I Consigli di Ettore Messina: Esigenza
DAL LIBRO “BASKET, UOMINI E ALTRI PIANETI” DI Ettore Messina Editore: Mondadori.
“Un Allenatore esigente che vince è uno che lavora tanto e pretende in proporzione, venendone ripagato dai Giocatori con impegno e dedizione. Un Allenatore esigente che perde è uno che esagera con i carichi di lavoro e pretende troppo, finendo per essere lasciato a piedi da Giocatori umiliati e stressati. Al di là della percezione che se ne ha dall'esterno, quello di essere “esigente” è un concetto che mi sta molto a cuore. A inizio stagione ho letto con enorme piacere il blog di Tomas Van den Spiegel, che ho allenato sia a Mosca sia a Madrid. Ve ne riporto qualche riga perchè credo ci possa aiutare ad esprimere al meglio il concetto:
“Ettore è l'Allenatore più esigente che abbia mai incontrato durante la mia carriera. “Esigente” non significa che ci chiedeva di allenarci sei ore al giorno, anzi. Tutto quello che ci chiedeva erano due ore al giorno, ma PERFETTE. Nel momento in cui mettevi piede sul campo, dovevi essere perfetto. Con altri Allenatori sono sempre riuscito, nei giorni in cui non mi sentivo ispirato, a nascondermi un pò e risparmiare energie per le partite. Non con Messina, lui mi avrebbe “sgamato” dopo cinque minuti. Le regole offensive e difensive che ci dettava erano così chiare e logiche che non c'era maniera di girarci intorno. Era come andare a lezione di matematica, ogni giorno. C'era la possibilità di discutere, lui stava a sentire, ma alla fine quel che diceva Ettore aveva comunque più senso. Non ho mai avuto problemi ad accettare questo sistema perchè era chiaro a tutti che l'Allenatore pretendeva da se stesso anche di più di quello che pretendeva dagli altri. Un'altra cosa che lo distingueva era la totale fiducia nei suoi Giocatori. Gli Allenatori Europei, a differenza dei loro colleghi Nba, tendono a controllare il comportamento dei Giocatori fuori dal campo. Messina invece non ha mai creduto che farci svegliare presto, controllare a che ora andassimo a letto o preoccuparsi della nostra alimentazione fosse parte del suo lavoro. Finchè tu eri perfetto in quelle due ore al giorno, lui credeva incondizionatamente in te. E' una cosa importantissima se vivi da Professionista, perchè nessuno conosce cosa serve per rendere al massimo meglio di te stesso”.

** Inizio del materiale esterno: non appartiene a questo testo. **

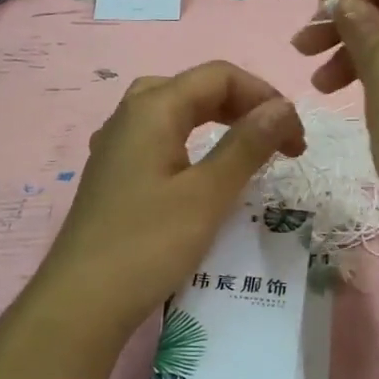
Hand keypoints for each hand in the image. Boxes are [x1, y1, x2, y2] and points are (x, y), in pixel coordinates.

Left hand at [36, 61, 305, 340]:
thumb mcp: (208, 193)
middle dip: (243, 105)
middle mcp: (130, 116)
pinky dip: (192, 141)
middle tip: (276, 141)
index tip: (296, 140)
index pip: (219, 76)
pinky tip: (201, 170)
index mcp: (152, 108)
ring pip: (174, 111)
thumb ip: (247, 145)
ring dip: (217, 121)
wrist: (82, 302)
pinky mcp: (114, 174)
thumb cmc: (148, 244)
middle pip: (195, 87)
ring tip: (247, 148)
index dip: (265, 97)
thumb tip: (284, 108)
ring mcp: (116, 145)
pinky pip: (159, 138)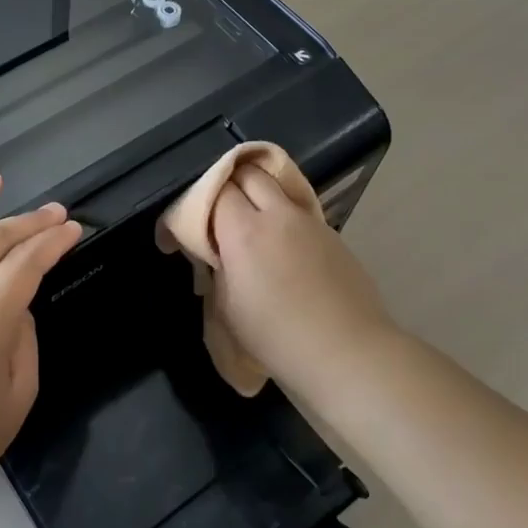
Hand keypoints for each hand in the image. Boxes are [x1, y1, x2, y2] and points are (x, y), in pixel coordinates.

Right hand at [209, 165, 398, 402]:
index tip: (179, 235)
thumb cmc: (276, 338)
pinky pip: (299, 210)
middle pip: (248, 173)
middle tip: (216, 217)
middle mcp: (279, 214)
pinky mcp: (333, 234)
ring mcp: (310, 221)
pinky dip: (283, 215)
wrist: (348, 354)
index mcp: (244, 230)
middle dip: (227, 186)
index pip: (214, 190)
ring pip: (278, 185)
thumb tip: (215, 253)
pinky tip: (282, 246)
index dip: (191, 206)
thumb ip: (216, 269)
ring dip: (258, 195)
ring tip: (249, 224)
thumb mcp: (226, 308)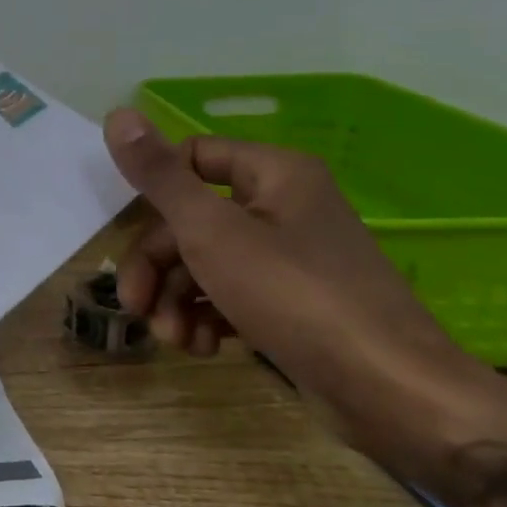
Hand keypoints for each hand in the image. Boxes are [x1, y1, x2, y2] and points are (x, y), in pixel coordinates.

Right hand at [103, 108, 481, 469]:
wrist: (390, 391)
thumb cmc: (294, 296)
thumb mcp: (211, 231)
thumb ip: (160, 176)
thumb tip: (116, 115)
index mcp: (273, 174)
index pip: (190, 160)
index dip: (154, 197)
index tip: (131, 240)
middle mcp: (282, 206)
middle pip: (189, 221)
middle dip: (156, 268)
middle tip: (135, 307)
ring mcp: (288, 257)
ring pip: (204, 263)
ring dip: (175, 301)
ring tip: (174, 339)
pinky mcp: (291, 302)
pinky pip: (230, 295)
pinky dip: (206, 318)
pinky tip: (202, 348)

“In queste parole mi sono ritrovato. Sopratutto nel concetto di pretendere che le cose vengano fatte bene e con partecipazione, evitando di ripetere gli errori causati da lassismo e superficialità. Posso essere caduto a volte in un eccesso di esigenza. A Madrid sono andato oltre fermandomi troppo sul singolo errore, ma non credo che questo abbia creato aspettative illogiche alla Squadra, semmai a me. E non credo neppure che sia stato il problema al Real.
Vedendo Fisher e Kobe mi convinco sempre più dell'importanza di poter contare su leader che si facciano portatori di un certo tipo di cultura del gruppo. Leader che ho quasi sempre avuto nelle mie Squadre e che, appena uscito dallo spogliatoio, sapevo avrebbero rinforzato sul campo il mio messaggio mettendo sui compagni quello che qui chiamano PEER PRESSURE, l'aspettativa che arriva dai colleghi e non dall'alto. Smodis, Langdon, Holden, Papaloukas, Ginobili, Vanterpool, Nesterovic, Nicola, Pittis sono stati Giocatori e Leader di questo tipo.
E quando chi guida il pulman è così, quelli seduti dietro non sbagliano mai strada”.